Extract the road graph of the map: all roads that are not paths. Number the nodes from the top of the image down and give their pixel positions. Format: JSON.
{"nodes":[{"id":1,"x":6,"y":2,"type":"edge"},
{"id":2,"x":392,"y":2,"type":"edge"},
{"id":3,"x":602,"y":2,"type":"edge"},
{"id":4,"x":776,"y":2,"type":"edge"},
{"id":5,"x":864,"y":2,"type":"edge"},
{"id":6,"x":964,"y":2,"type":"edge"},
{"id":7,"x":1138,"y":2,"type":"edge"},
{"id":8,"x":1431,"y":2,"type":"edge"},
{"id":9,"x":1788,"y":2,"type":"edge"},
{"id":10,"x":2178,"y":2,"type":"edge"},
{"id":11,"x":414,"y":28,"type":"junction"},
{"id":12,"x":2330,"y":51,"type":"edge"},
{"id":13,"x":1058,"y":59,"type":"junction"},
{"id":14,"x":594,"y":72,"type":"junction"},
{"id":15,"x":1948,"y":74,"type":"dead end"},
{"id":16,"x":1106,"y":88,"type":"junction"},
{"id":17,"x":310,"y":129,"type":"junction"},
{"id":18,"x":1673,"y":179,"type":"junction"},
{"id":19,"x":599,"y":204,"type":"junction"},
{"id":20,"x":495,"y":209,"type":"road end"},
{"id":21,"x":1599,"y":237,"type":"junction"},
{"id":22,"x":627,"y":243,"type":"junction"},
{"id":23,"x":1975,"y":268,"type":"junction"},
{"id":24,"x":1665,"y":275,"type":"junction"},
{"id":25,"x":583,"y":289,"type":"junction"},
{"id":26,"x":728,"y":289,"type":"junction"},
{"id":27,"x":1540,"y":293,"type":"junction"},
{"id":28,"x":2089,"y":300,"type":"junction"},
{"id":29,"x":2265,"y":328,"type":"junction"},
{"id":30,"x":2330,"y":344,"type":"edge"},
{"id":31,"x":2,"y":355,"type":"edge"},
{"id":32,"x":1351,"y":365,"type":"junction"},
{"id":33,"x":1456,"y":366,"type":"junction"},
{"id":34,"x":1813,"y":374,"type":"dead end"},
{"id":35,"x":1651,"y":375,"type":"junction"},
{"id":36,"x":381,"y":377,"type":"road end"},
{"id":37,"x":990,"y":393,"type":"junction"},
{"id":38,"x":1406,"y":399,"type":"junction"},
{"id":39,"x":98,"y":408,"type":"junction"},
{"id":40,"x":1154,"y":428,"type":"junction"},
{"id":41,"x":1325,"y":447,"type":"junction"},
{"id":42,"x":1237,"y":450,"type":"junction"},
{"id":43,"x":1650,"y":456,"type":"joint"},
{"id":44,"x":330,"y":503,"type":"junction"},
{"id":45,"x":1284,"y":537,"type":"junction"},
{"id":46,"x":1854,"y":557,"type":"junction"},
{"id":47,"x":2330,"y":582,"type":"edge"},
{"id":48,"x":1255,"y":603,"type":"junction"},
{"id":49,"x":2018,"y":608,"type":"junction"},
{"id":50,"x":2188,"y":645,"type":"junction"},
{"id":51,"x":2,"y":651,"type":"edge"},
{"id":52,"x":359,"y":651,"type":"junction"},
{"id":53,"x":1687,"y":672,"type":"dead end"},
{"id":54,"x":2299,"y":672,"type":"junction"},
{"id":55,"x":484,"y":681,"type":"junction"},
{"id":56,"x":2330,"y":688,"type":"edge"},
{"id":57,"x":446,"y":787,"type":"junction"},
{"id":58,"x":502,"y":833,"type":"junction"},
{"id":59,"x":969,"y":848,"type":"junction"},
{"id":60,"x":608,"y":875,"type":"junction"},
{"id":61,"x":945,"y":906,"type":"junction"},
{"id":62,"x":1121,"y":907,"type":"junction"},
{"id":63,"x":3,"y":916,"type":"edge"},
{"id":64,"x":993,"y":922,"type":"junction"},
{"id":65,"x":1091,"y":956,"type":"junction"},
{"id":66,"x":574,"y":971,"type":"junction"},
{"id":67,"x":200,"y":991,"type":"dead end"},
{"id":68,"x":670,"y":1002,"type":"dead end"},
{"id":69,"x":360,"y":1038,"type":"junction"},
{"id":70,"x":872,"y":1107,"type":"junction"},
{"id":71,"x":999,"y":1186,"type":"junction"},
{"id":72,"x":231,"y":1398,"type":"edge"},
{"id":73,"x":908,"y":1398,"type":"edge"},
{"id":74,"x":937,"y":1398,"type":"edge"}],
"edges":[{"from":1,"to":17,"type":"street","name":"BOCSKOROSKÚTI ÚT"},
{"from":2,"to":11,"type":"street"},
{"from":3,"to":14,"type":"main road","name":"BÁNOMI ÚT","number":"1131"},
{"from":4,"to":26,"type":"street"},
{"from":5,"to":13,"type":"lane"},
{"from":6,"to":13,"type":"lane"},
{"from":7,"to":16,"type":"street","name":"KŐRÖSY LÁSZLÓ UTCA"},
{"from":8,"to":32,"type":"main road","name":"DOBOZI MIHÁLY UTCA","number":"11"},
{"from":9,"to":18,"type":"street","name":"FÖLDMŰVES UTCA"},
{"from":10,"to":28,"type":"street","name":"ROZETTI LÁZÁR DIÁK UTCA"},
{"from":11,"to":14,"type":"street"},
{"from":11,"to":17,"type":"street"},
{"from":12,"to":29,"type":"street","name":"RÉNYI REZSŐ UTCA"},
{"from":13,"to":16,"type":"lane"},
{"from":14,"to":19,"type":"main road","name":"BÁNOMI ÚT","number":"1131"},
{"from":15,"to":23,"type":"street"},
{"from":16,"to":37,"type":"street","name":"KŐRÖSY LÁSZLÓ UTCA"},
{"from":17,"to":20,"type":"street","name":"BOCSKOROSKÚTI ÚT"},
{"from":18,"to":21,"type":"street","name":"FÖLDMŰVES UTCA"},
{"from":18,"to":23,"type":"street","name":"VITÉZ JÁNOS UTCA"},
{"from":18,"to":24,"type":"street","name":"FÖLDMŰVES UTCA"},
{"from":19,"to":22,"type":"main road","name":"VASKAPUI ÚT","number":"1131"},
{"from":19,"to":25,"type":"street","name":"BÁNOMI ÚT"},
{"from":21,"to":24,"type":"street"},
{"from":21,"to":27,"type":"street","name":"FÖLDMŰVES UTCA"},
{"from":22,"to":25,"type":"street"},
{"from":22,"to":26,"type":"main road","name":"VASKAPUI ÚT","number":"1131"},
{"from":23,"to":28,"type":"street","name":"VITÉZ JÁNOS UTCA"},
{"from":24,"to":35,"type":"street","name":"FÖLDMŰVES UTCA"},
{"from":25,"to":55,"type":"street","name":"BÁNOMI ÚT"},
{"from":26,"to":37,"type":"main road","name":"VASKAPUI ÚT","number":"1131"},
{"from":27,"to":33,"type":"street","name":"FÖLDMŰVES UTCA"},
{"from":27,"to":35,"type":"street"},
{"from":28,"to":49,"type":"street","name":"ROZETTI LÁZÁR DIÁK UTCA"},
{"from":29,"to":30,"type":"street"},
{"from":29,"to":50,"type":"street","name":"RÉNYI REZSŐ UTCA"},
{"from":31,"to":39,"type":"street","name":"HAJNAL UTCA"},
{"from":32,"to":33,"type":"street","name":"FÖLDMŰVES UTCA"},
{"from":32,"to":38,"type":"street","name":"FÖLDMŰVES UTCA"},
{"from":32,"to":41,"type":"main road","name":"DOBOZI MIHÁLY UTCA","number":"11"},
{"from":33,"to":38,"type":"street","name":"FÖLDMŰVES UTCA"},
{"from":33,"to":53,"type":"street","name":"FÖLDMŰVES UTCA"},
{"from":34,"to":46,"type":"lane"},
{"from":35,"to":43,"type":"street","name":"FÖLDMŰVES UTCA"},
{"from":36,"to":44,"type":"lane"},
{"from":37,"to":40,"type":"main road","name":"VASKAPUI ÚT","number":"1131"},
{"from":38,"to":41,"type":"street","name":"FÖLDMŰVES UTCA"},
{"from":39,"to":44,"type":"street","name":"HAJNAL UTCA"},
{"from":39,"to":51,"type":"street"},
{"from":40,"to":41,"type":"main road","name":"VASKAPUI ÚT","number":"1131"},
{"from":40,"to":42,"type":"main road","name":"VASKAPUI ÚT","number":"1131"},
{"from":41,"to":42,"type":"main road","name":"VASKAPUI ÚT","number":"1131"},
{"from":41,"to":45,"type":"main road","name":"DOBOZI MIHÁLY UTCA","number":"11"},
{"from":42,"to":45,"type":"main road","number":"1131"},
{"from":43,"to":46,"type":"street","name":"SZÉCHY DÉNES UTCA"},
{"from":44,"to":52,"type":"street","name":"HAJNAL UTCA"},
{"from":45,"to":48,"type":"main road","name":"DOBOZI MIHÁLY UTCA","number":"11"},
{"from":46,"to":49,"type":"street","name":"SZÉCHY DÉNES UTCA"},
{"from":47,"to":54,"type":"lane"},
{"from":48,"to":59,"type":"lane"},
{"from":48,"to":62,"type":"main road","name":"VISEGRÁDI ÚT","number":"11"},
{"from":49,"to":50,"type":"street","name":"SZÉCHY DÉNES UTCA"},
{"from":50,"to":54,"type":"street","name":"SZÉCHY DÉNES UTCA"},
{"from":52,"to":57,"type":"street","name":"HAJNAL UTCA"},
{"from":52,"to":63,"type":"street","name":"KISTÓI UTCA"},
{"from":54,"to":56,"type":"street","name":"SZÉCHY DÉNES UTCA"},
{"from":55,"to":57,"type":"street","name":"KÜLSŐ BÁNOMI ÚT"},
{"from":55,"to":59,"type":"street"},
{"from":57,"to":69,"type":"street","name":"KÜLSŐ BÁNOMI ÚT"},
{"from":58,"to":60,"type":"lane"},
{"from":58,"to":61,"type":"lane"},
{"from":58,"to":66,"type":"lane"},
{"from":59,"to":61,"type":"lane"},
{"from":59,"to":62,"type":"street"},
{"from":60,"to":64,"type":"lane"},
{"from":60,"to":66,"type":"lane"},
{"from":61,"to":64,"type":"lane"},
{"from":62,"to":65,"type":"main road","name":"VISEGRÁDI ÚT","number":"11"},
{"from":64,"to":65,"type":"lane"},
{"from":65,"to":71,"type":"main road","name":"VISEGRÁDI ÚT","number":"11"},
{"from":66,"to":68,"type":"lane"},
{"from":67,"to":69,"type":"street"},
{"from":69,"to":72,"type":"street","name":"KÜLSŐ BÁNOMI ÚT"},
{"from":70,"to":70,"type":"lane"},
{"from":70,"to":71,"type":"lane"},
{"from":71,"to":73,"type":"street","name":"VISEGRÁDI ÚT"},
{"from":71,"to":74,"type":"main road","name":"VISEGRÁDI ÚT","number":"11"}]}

--

PROBLEM STATEMENT -
Each line holding the word "MIHÁLY" must be copied from the data.

SOLVED EXERCISE -
{"from":8,"to":32,"type":"main road","name":"DOBOZI MIHÁLY UTCA","number":"11"},
{"from":32,"to":41,"type":"main road","name":"DOBOZI MIHÁLY UTCA","number":"11"},
{"from":41,"to":45,"type":"main road","name":"DOBOZI MIHÁLY UTCA","number":"11"},
{"from":45,"to":48,"type":"main road","name":"DOBOZI MIHÁLY UTCA","number":"11"},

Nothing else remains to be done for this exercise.